[Stored data]
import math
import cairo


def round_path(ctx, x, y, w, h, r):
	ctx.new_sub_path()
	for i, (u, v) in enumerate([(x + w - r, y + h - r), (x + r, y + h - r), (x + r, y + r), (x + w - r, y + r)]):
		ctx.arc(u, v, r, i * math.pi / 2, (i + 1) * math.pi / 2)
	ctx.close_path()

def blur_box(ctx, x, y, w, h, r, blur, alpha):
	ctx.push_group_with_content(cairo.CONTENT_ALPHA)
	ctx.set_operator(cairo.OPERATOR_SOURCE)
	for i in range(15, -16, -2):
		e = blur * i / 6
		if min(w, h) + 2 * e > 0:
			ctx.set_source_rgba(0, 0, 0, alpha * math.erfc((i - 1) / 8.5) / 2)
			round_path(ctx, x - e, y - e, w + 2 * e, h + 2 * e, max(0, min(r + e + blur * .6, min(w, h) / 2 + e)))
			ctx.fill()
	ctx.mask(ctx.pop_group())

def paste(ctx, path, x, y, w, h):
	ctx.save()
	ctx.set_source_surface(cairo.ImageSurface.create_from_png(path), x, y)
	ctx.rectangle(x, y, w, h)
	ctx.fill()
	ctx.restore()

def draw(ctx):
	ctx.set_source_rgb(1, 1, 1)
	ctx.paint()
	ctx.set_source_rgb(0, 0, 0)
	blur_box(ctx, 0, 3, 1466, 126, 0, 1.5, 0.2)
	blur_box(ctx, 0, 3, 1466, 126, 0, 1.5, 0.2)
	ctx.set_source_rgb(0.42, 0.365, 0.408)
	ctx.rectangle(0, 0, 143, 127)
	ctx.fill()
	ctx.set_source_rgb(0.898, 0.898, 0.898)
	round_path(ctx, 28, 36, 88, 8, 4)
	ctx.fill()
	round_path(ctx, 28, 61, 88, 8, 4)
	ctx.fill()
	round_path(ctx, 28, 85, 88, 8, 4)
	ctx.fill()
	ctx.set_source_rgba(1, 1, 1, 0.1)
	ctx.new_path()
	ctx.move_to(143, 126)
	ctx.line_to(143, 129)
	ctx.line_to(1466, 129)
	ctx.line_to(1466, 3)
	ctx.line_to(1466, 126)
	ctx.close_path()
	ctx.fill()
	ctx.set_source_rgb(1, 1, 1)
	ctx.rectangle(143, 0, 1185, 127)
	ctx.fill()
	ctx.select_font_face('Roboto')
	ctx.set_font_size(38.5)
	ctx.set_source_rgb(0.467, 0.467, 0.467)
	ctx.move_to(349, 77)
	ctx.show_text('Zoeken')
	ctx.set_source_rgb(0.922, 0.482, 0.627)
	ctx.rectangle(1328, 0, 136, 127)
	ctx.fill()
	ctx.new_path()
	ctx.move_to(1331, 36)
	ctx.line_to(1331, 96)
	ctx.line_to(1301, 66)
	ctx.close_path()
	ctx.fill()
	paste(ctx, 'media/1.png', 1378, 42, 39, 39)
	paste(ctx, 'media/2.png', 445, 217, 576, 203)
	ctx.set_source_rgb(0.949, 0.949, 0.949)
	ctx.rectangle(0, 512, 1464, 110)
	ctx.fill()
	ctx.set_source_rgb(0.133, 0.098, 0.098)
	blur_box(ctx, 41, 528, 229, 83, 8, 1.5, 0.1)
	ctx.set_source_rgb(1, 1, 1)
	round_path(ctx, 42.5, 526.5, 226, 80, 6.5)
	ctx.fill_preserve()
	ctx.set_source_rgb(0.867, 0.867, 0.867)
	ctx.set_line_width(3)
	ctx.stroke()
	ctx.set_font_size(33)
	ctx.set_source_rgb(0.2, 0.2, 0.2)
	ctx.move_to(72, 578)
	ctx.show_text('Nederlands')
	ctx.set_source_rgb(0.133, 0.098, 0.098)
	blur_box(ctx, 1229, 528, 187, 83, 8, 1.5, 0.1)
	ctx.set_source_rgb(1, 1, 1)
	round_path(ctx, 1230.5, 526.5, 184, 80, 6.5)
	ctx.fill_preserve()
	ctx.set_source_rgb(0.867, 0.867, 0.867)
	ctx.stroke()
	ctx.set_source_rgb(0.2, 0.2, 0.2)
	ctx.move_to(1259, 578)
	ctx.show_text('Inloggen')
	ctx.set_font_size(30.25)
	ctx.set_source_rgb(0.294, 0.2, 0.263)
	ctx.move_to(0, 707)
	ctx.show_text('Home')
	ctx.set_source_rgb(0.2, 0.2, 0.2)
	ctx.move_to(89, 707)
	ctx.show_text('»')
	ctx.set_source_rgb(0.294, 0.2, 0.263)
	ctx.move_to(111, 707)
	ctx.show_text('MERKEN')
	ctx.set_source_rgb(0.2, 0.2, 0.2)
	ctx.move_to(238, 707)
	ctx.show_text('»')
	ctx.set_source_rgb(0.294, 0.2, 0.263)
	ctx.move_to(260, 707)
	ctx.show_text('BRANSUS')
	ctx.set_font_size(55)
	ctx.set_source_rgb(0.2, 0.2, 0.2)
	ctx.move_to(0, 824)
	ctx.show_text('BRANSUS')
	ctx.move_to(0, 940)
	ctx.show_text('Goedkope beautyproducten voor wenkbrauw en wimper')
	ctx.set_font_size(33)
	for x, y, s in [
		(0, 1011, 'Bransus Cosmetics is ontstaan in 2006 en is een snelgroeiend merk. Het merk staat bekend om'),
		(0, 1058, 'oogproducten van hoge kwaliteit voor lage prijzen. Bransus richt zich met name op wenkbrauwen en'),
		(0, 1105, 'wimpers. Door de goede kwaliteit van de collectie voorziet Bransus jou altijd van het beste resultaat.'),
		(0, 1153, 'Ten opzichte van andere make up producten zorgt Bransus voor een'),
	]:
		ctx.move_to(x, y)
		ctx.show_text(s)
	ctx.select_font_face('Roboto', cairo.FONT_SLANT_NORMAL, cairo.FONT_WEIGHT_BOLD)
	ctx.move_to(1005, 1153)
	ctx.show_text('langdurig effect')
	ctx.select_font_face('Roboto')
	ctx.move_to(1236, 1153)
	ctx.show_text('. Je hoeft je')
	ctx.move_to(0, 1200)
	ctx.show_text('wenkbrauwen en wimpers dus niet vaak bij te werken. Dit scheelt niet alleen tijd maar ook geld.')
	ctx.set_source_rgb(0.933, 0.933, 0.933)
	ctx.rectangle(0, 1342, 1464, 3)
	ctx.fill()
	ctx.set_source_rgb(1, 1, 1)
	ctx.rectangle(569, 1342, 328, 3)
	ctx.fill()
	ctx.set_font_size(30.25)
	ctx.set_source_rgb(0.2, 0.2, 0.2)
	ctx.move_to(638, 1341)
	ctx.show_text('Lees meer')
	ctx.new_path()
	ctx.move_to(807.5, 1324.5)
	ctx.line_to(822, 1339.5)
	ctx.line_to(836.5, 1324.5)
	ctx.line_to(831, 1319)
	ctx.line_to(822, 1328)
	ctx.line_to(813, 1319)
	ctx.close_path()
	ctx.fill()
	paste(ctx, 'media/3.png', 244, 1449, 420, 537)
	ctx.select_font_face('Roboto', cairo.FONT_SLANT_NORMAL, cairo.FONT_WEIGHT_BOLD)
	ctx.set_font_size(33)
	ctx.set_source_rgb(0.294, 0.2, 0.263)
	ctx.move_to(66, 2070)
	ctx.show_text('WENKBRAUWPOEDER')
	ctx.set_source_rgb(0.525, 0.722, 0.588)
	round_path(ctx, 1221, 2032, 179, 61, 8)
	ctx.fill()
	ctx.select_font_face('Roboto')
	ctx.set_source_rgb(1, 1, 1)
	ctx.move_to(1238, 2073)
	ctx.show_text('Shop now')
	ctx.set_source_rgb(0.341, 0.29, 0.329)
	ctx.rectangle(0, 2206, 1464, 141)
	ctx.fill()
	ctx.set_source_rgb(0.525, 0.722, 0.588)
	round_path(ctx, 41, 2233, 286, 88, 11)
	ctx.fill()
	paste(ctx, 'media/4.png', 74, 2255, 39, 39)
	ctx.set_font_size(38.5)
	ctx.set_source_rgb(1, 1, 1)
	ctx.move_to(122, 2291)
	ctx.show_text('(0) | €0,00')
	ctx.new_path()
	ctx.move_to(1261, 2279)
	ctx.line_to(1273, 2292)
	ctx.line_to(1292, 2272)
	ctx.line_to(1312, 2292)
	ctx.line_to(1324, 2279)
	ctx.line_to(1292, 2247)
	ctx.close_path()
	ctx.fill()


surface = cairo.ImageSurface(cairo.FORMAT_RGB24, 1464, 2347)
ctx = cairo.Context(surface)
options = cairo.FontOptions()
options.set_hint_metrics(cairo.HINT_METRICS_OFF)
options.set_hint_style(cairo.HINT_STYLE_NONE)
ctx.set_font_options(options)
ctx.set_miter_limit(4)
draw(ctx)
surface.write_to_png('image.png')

- _Task_
Scan the lines above for "ctx.new_sub_path()" and for "ctx.restore()". Repeat exactly the line holding each of them and every line in between.

- _Expected answer_
	ctx.new_sub_path()
	for i, (u, v) in enumerate([(x + w - r, y + h - r), (x + r, y + h - r), (x + r, y + r), (x + w - r, y + r)]):
		ctx.arc(u, v, r, i * math.pi / 2, (i + 1) * math.pi / 2)
	ctx.close_path()

def blur_box(ctx, x, y, w, h, r, blur, alpha):
	ctx.push_group_with_content(cairo.CONTENT_ALPHA)
	ctx.set_operator(cairo.OPERATOR_SOURCE)
	for i in range(15, -16, -2):
		e = blur * i / 6
		if min(w, h) + 2 * e > 0:
			ctx.set_source_rgba(0, 0, 0, alpha * math.erfc((i - 1) / 8.5) / 2)
			round_path(ctx, x - e, y - e, w + 2 * e, h + 2 * e, max(0, min(r + e + blur * .6, min(w, h) / 2 + e)))
			ctx.fill()
	ctx.mask(ctx.pop_group())

def paste(ctx, path, x, y, w, h):
	ctx.save()
	ctx.set_source_surface(cairo.ImageSurface.create_from_png(path), x, y)
	ctx.rectangle(x, y, w, h)
	ctx.fill()
	ctx.restore()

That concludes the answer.